The type of councils the country would have is to be determined today and tomorrow, each should register the decision made today unless you are a voter who depends on emotions rather than reason. You may be a voter who is waiting to be bribed tonight by selling your voter’s card either to be hindered from voting or to vote based on inducement. In that case you may still be undecided. Such is the voter who is yet to be a sovereign citizen.
The sovereign citizen will not receive a bag of rice today costing D1000 only to go and pay D10 a day, D300 a month or D3600 a year as duty payer in the market for selling vegetables in the market. The apolitical and the myopic voter in the market constitute the greatest threat to Gambian democracy.
Foroyaa has done and will continue to do its duty to combat these two ills of democracy. However, no matter how determined the informed voter is to select the right representative, without safeguarding the voting procedure from corrupt electoral practices there can be no undiluted choice of the people.
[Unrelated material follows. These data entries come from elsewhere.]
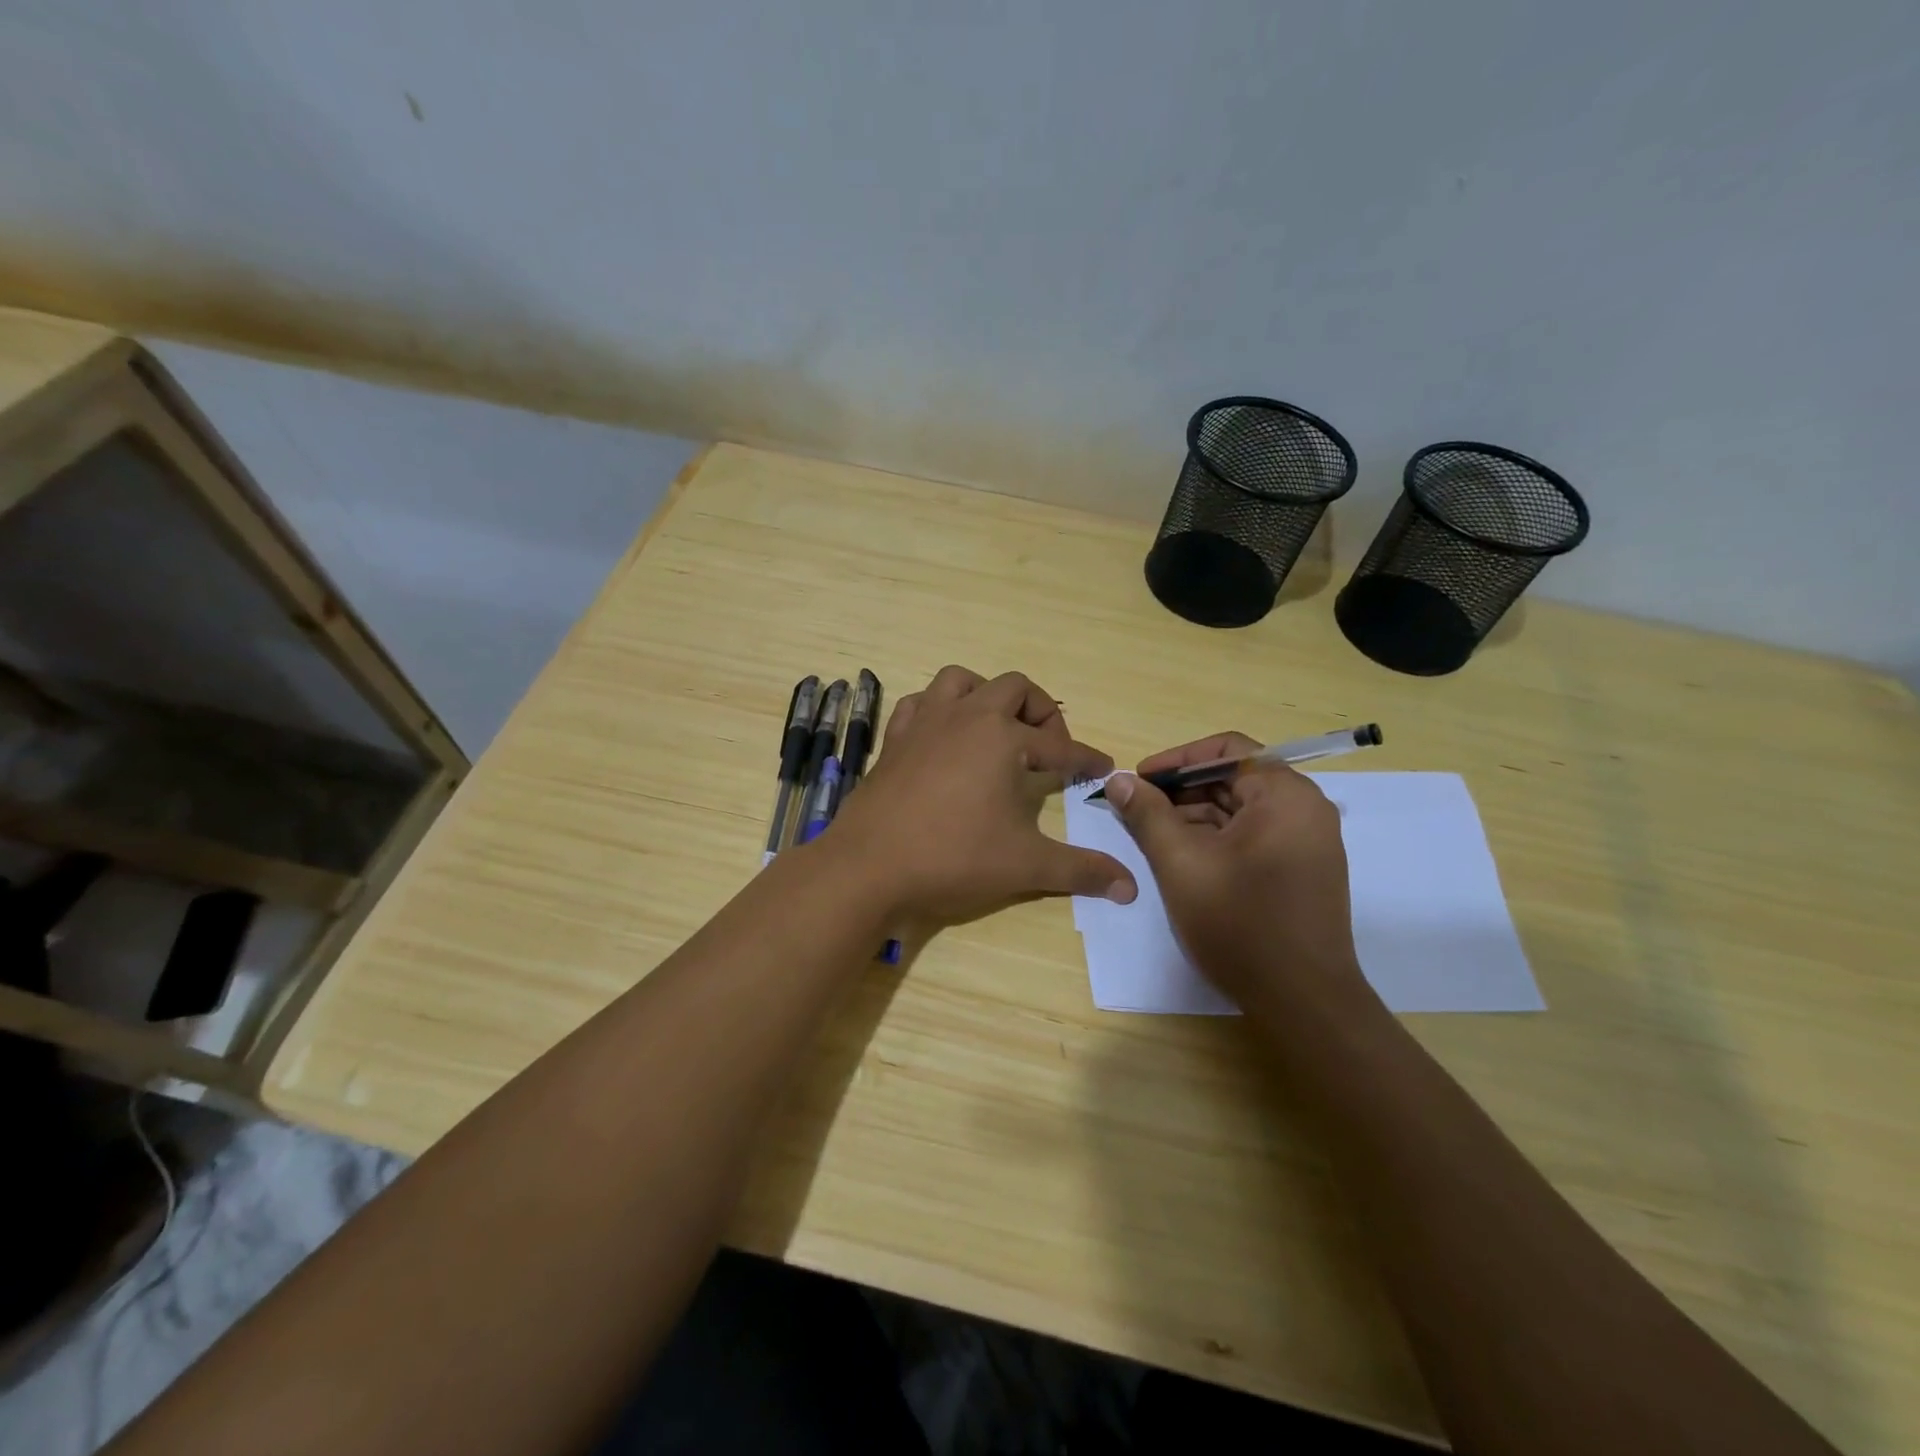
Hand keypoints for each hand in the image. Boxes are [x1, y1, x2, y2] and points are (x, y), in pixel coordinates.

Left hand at [828, 666, 1136, 923]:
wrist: (870, 866)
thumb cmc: (953, 858)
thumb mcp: (1025, 865)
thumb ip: (1081, 870)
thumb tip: (1131, 888)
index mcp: (1003, 738)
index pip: (1059, 745)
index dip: (1085, 758)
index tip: (1101, 768)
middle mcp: (966, 716)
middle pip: (1014, 688)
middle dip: (1041, 711)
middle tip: (1049, 747)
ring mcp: (925, 723)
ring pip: (961, 680)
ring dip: (986, 695)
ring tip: (998, 728)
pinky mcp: (895, 739)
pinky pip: (919, 703)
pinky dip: (938, 709)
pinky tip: (944, 735)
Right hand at [1101, 733, 1368, 1015]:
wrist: (1303, 1002)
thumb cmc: (1240, 923)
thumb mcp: (1181, 863)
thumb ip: (1148, 815)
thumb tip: (1119, 780)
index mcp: (1285, 795)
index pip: (1227, 749)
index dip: (1177, 759)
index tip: (1140, 779)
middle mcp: (1305, 809)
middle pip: (1234, 777)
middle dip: (1182, 790)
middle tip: (1138, 808)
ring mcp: (1308, 841)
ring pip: (1241, 809)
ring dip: (1195, 815)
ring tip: (1152, 835)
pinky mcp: (1302, 869)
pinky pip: (1254, 835)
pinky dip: (1216, 838)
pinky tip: (1183, 857)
This is why candidates should have well trained polling agents to safeguard the voting process from any immoral presiding officer. One of the key responsibilities of the polling agents is to be there on time when the boxes are open for inspection. They must also be present throughout to prevent any intruder from getting into the polling booth. They must witness the sealing of the ballot boxes. They must inspect the holes of the ballot boxes to ensure that the ballot tokens or marbles could be inserted without difficulty. They must ensure that the polling booth is secure and cannot be invaded by any intruder without being seen. They must register the number of ball tokens given to the presiding officer before the commencement of voting.
At the end of the exercise they must ensure that the serial numbers are the same as at the start of the voting process. They must witness the breaking of the seal and they must not be too lazy to count the marbles on the rack rather than just assume the number given to them.
At the end of the voting they must ensure that the remaining ballot tokens are counted and subtracted from the original number of ballot tokens supplied to them. They must read what is written on the report sheet to validate the content before signature, they must retain a copy of the report sheet as a counting agent for onward transmission to the collation agent to protect their result. They must also ensure that they are posted outside the polling station. Election monitors are only relevant if they can assist the candidates to protect the vote by monitoring their counting on the spot and the posting of the results.
They should encourage candidates to identify their troubled spots and cover those polling stations as a matter of priority, spread themselves and are able to take note of what is happening in all the polling stations.